# Chains, Tensioner's and Studded tires?



## Marleywood (Nov 19, 2016)

Hi,

I'm still pretty new to plowing, this is only my second winter. Last winter, mid-season I ditched the old plow truck I bought from the previous homeowner as it was becoming a money pit.

Now I'm plowing with my 2013 Chevy Silverado 2500 HD, with a Fisher V-Plow. 

Combined I have about 3/4 of a mile of driveway and Class 6 town dirt road to keep clear. (In NH a "Class 6" road is owned by a town, but not maintained). My challenge is the top 500 feet of my driveway are paved asphalt, and VERY steep. Last winter only the top parking apron & about 100' of driveway were paved, and the rest of the hill was dirt. We paved another 400' or so late this past summer. Reasons being that, a) torrential rains in the spring and summer washed nearly all of the top layer of the driveway off, and b) the hill faces southwest, and the old parts of the paved driveway always melted nicely in the sun, even in sub freezing temps, so we figured the pavement would help keep the driveway ice free.

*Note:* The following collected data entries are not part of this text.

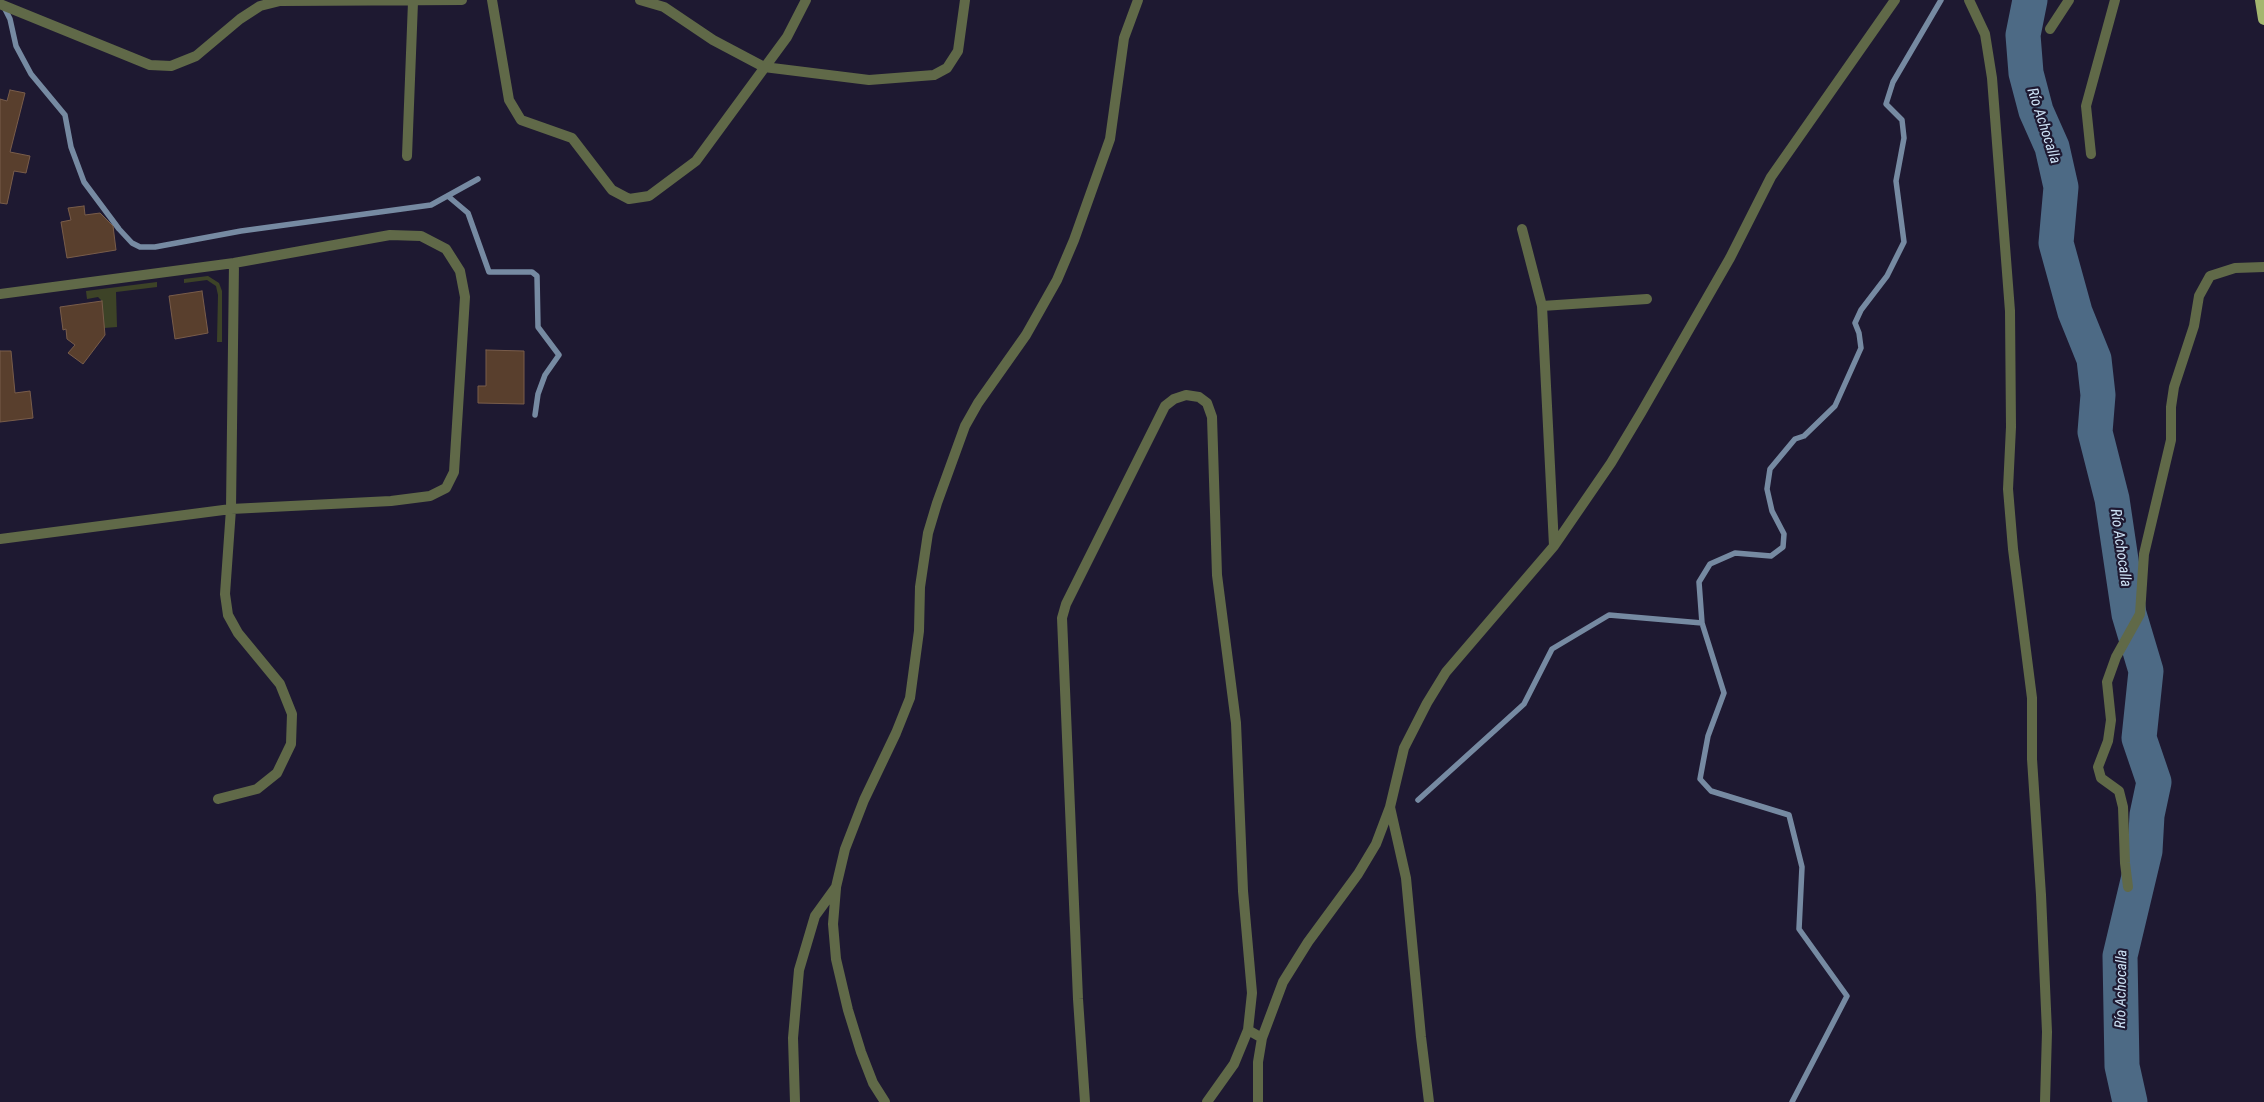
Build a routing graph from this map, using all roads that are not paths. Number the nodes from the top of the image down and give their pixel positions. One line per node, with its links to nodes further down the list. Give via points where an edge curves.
1 (462, 0): 12 (street)
2 (492, 0): 16 (street, via 509,100 521,120 572,138 612,190 629,200 649,196 696,161)
3 (640, 0): 16 (street, via 664,7 713,40)
4 (806, 0): 16 (street, via 787,38)
5 (965, 0): 16 (street, via 958,51 947,68 934,75 869,80)
6 (1138, 0): 30 (street, via 1124,38 1110,139 1074,240 1057,280 1026,335 978,403 955,450 928,533 910,698 864,800 845,849)
7 (1895, 0): 27 (street, via 1771,177 1730,258 1641,413)
8 (2069, 0): 15 (street)
9 (2115, 0): 17 (street, via 2086,106)
10 (2261, 0): 14 (main road)
11 (1970, 1): 40 (street, via 1985,34 1992,78 2010,310 2008,489 2032,698 2032,759 2042,895)
12 (413, 2): 13 (street, via 273,2 240,19 196,56 171,66 150,65); 18 (street)
13 (0, 4)
14 (2264, 20)
15 (2050, 30)
16 (764, 67)
17 (2091, 154)
18 (407, 156)
19 (1522, 228): 24 (street)
20 (234, 263): 22 (street); 25 (street); 25 (street, via 390,235 421,236 446,249 460,271 465,297 456,452 454,472 446,488 430,496 391,501)
21 (2264, 267): 31 (street, via 2235,268 2210,276 2199,296 2194,326 2174,387 2171,440 2144,554 2140,614 2116,657 2107,682 2111,720 2108,741 2098,767 2102,778 2118,791 2123,806)
22 (0, 294)
23 (1647, 299): 24 (street)
24 (1542, 306): 27 (street)
25 (231, 509): 26 (street); 28 (street, via 225,594 228,615 238,634 280,684 292,714 291,744 277,773 257,789)
26 (0, 539)
27 (1554, 546): 29 (street, via 1446,672 1404,748)
28 (218, 799)
29 (1390, 807): 33 (street, via 1376,844 1358,874 1283,982); 39 (street, via 1406,878)
30 (836, 887): 34 (street, via 815,916 799,970 793,1038); 35 (street, via 833,924 836,959 861,1052 873,1083)
31 (2128, 887)
32 (1248, 1030): 33 (street); 36 (street, via 1252,993 1243,891 1236,723 1217,575 1212,417 1207,403 1199,397 1186,395 1165,406 1066,604 1062,618); 37 (street, via 1234,1064)
33 (1262, 1038): 38 (street)
34 (795, 1102)
35 (885, 1102)
36 (1085, 1102)
37 (1207, 1102)
38 (1258, 1102)
39 (1429, 1102)
40 (2046, 1102)

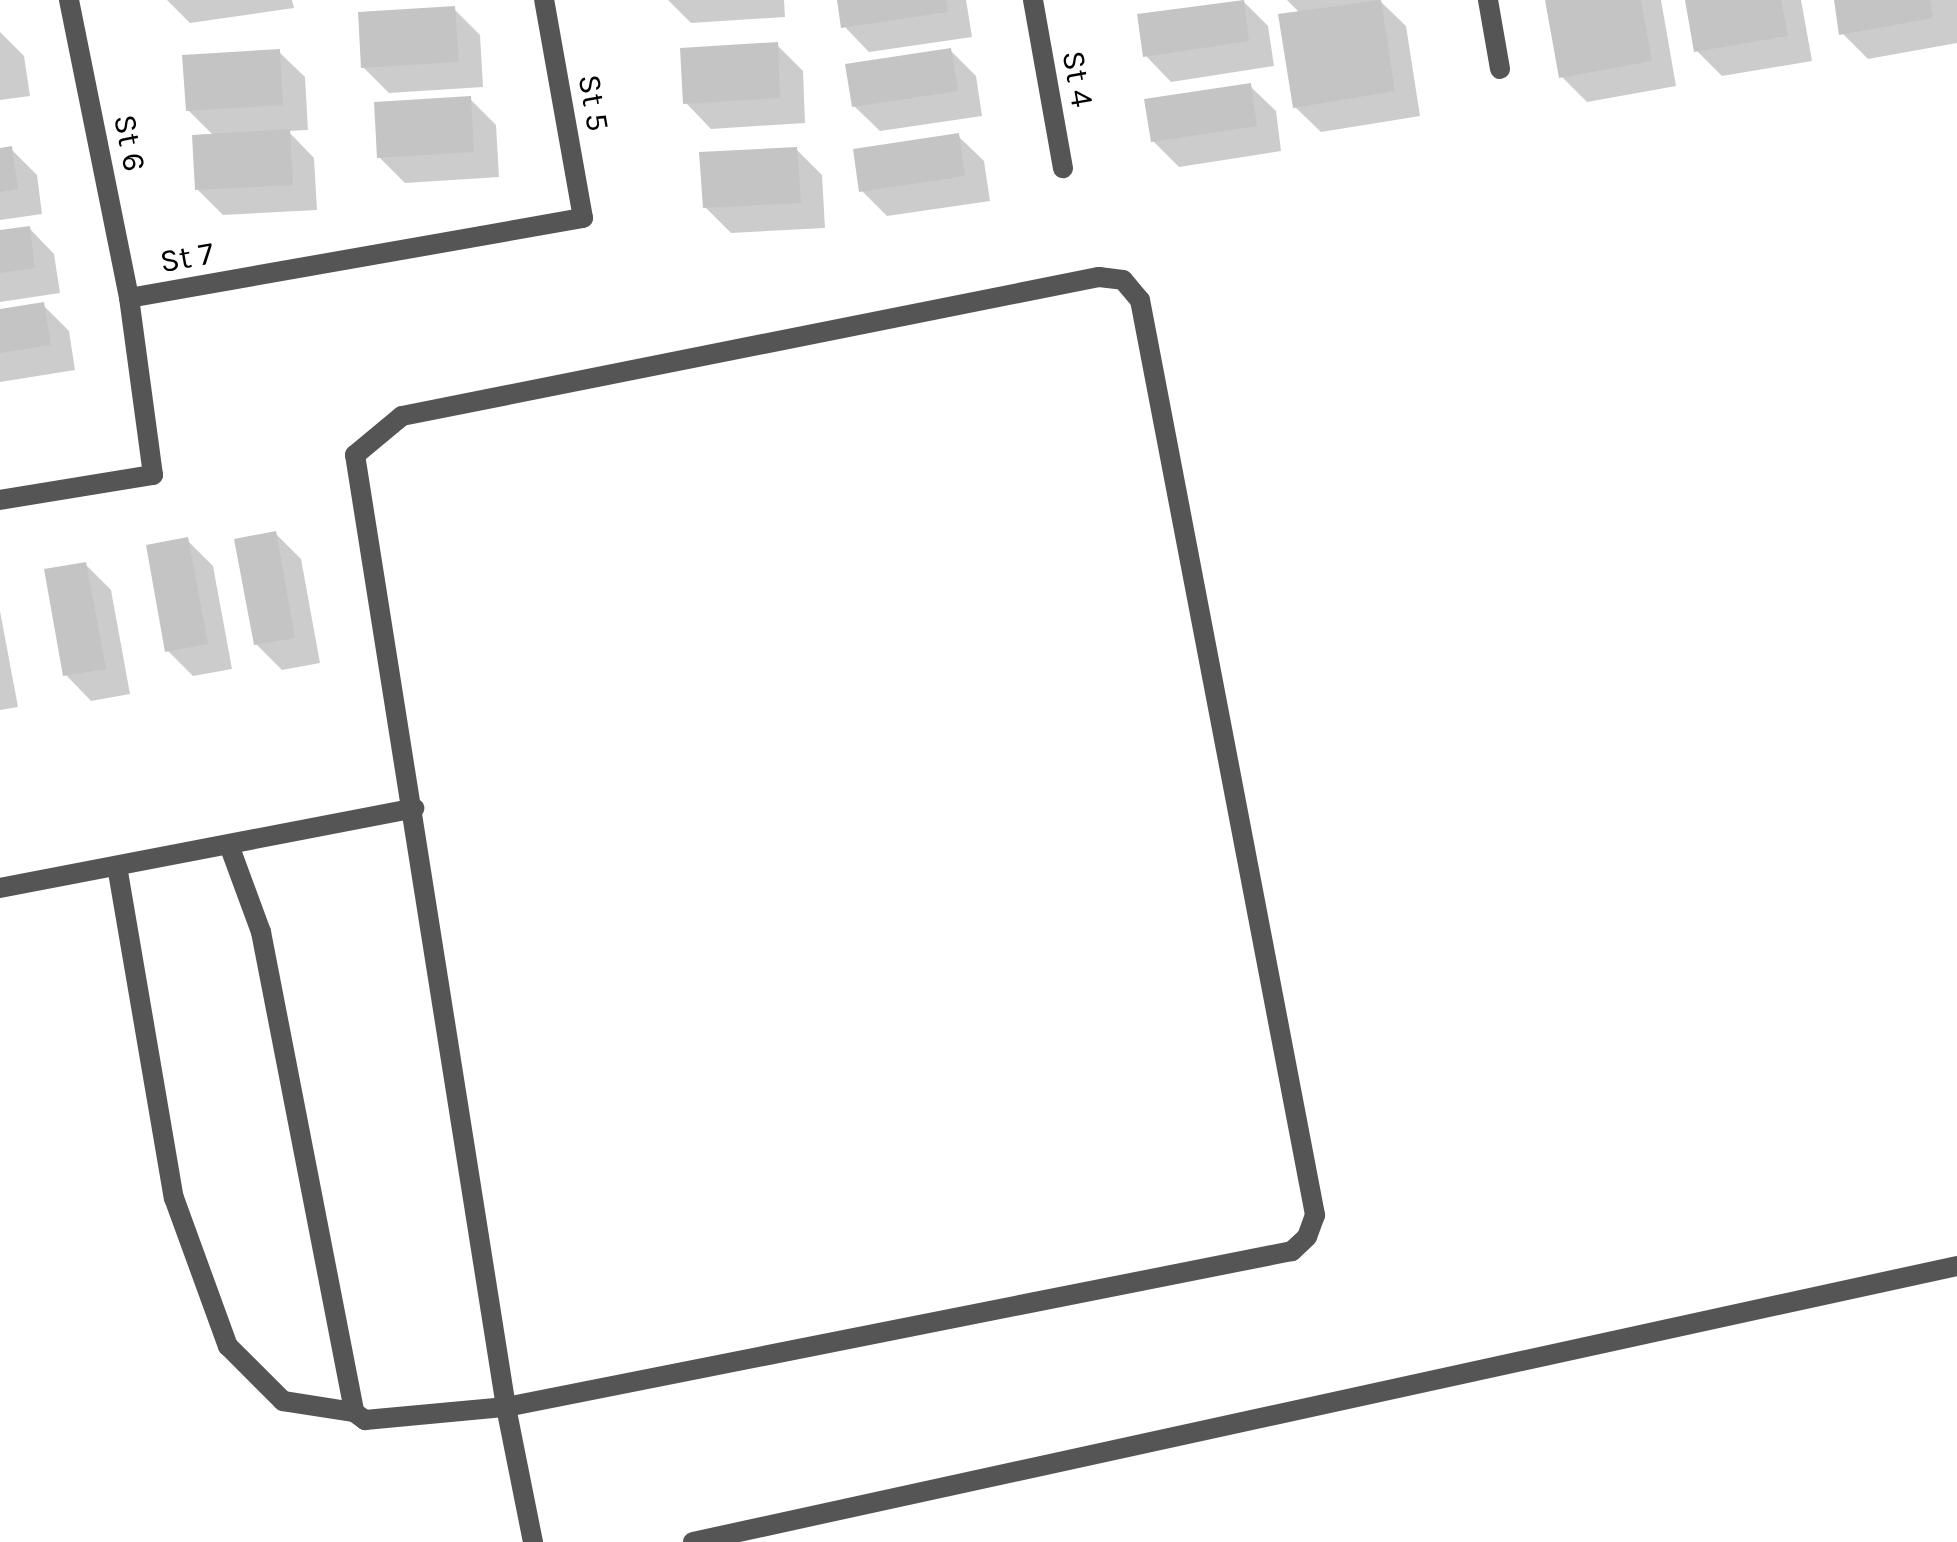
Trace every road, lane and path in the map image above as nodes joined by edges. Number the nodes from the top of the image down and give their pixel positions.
1 (69, 0) edge
2 (544, 0) edge
3 (1032, 0) edge
4 (1488, 0) edge
5 (1500, 69) dead end
6 (1063, 168) dead end
7 (583, 218) joint
8 (129, 298) junction
9 (0, 500) edge
10 (414, 808) junction
11 (229, 845) junction
12 (118, 866) junction
13 (0, 888) edge
14 (1957, 1266) edge
15 (506, 1407) junction
16 (354, 1412) junction
17 (533, 1542) edge
18 (693, 1542) edge

1 - 8 street, St 6
2 - 7 street, St 5
3 - 6 street, St 4
4 - 5 street
7 - 8 street, St 7
8 - 9 street, St 7
10 - 11 street
10 - 15 street
10 - 15 street
11 - 12 street
11 - 16 street
12 - 13 street
12 - 16 street
14 - 18 street
15 - 16 street
15 - 17 street

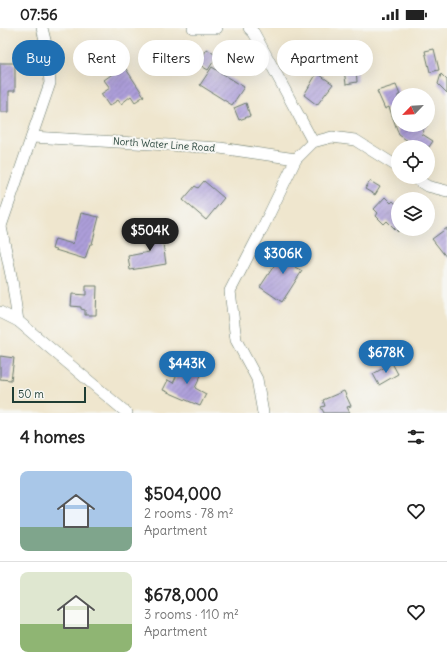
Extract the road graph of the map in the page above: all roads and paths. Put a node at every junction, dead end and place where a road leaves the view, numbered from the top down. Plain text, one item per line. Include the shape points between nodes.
1 (42, 28) edge
2 (193, 28) edge
3 (216, 28) edge
4 (249, 28) edge
5 (32, 137) junction
6 (313, 142) junction
7 (296, 159) junction
8 (391, 163) edge
9 (425, 184) edge
10 (447, 191) edge
11 (1, 228) edge
12 (0, 312) edge
13 (18, 321) junction
14 (127, 413) edge
15 (263, 413) edge

1 - 5 street via 47,48 50,83
2 - 3 street
4 - 6 street
5 - 7 street, North Water Line Road via 220,148
5 - 11 street
6 - 7 street
6 - 8 street via 332,137 355,140
7 - 15 street via 230,291 236,340 257,379
9 - 10 street
11 - 13 street
12 - 13 street
13 - 14 street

I have 2 sets of V-Bar chains that I used last year. On the dirt hill, it was a monster. This season I've have to plow twice, and I've had traction issues. The first time, I tried to plow without chains at all, as I was afraid the V-Bar chains would tear up the new asphalt. The guy from the company who paved the new section claimed he never uses chains to plow, even on driveways as steep or steeper than mine. I should NOT have listened to him, as that was scary. I should point out I don't have snow tires, as I figured last year with the chains they would be moot. The second snowfall this season, I used some ladder chains I had bought as back ups. They turned out to be inferior and the truck threw them on the first pass down the hill, I had them as tight as I could, but they didn't really fit that well. So I went to the V-Bar's, rear only. 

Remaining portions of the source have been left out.